Recurrent germline mutation in MSH2arises frequently de novo

  1. Darius C Desaia,
  2. Janet C Lockmanb,
  3. Robert B Chadwickb,
  4. Xin Gaob,
  5. Antonio Percesepec,
  6. D Gareth R Evansd,
  7. Michiko Miyakie,
  8. Siu Tsan Yuenf,
  9. Paolo Radiceg,
  10. Eamonn R Maherh,
  11. Fred A Wrightb,
  12. Albert de la Chapelleb
  1. aDivision of Surgical Oncology, The Ohio State University, 410 W 10th Avenue, N-924 Doan Hall, Columbus, OH 43210, USA, bHuman Cancer Genetics Program, Comprehensive Cancer Center, The Ohio State University, 420 W 12th Avenue, Suite 646, Columbus, OH 43210, USA, cDepartment of Internal Medicine, Universita di Modena, Via del Pozzo 71, 41100 Modena, Italy, dDepartment of Medical Genetics, St Mary's Hospital, Hathersage Road, Manchester M13 0JH, UK, eDepartment of Biochemistry, Tokyo Metropolitan Institute of Medical Sciences, 3-18-22 Honkomagome, Bunkyo-ku, Tokyo 113, Japan, fDepartment of Pathology, Queen Mary Hospital, The University of Hong Kong, Pokfulam, Hong Kong, gDepartment of Experimental Oncology, Istituto Nazionale Tumori, Via Venezian 1, 20133 Milano, Italy, hSection of Medical and Molecular Genetics, Department of Paediatrics and Child Health, University of Birmingham, The Medical School, Edgbaston, Birmingham B15 2TT, UK
  1. Professor de la Chapelle, delachapelle-1{at}medctr.osu.edu
  • Revised 9 May 2000
  • Accepted 12 May 2000

Abstract

INTRODUCTION An intronic germline mutation in the MSH2 gene, A→T at nt942+3, interferes with the exon 5 donor splicing mechanism leading to a mRNA lacking exon 5. This mutation causes typical hereditary non-polyposis colorectal cancer (HNPCC) and has been observed in numerous probands and families world wide.
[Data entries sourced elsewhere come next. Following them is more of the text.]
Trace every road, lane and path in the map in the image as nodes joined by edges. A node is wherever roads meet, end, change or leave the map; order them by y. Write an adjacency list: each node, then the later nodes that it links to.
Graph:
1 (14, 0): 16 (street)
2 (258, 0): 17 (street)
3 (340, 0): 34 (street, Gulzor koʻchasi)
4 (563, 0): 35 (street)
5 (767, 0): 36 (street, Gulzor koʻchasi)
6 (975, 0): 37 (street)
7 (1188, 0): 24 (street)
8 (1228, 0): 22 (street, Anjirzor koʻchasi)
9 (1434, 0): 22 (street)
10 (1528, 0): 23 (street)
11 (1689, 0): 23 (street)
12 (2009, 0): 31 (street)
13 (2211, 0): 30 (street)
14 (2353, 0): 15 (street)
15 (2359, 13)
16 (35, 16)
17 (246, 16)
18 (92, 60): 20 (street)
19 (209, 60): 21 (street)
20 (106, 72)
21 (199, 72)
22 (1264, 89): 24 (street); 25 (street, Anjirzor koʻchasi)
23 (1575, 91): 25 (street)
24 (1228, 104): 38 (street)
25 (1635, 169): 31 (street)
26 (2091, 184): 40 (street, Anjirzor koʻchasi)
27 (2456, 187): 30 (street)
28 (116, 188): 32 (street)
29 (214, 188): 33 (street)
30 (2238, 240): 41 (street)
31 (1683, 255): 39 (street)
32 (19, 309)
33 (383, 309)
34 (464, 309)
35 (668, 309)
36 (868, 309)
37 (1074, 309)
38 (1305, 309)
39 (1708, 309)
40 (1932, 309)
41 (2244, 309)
Recurrent mutations either arise repeatedly de novo or emanate from ancestral founding mutational events. The A→T mutation had previously been shown to be enriched in the population of Newfoundland where most families shared a founder mutation. In contrast, in England, haplotypes failed to suggest a founder effect. If the absence of a founder effect could be proven world wide, the frequent de novo occurrence of the mutation would constitute an unexplored predisposition.

METHODS We studied 10 families from England, Italy, Hong Kong, and Japan with a battery of intragenic and flanking polymorphic single nucleotide and microsatellite markers.

RESULTS Haplotype sharing was not apparent, even within the European and Asian kindreds. Our marker panel was sufficient to detect a major mutation arising within the past several thousand generations.

DISCUSSION As a more ancient founder is implausible, we conclude that the A→T mutation at nt942+3 of MSH2 occurs de novo with a relatively high frequency. We hypothesise that it arises as a consequence of misalignment at replication or recombination caused by a repeat of 26 adenines, of which the mutated A is the first. It is by far the most common recurrent de novo germline mutation yet to be detected in a human mismatch repair gene, accounting for 11% of all known pathogenicMSH2 mutations.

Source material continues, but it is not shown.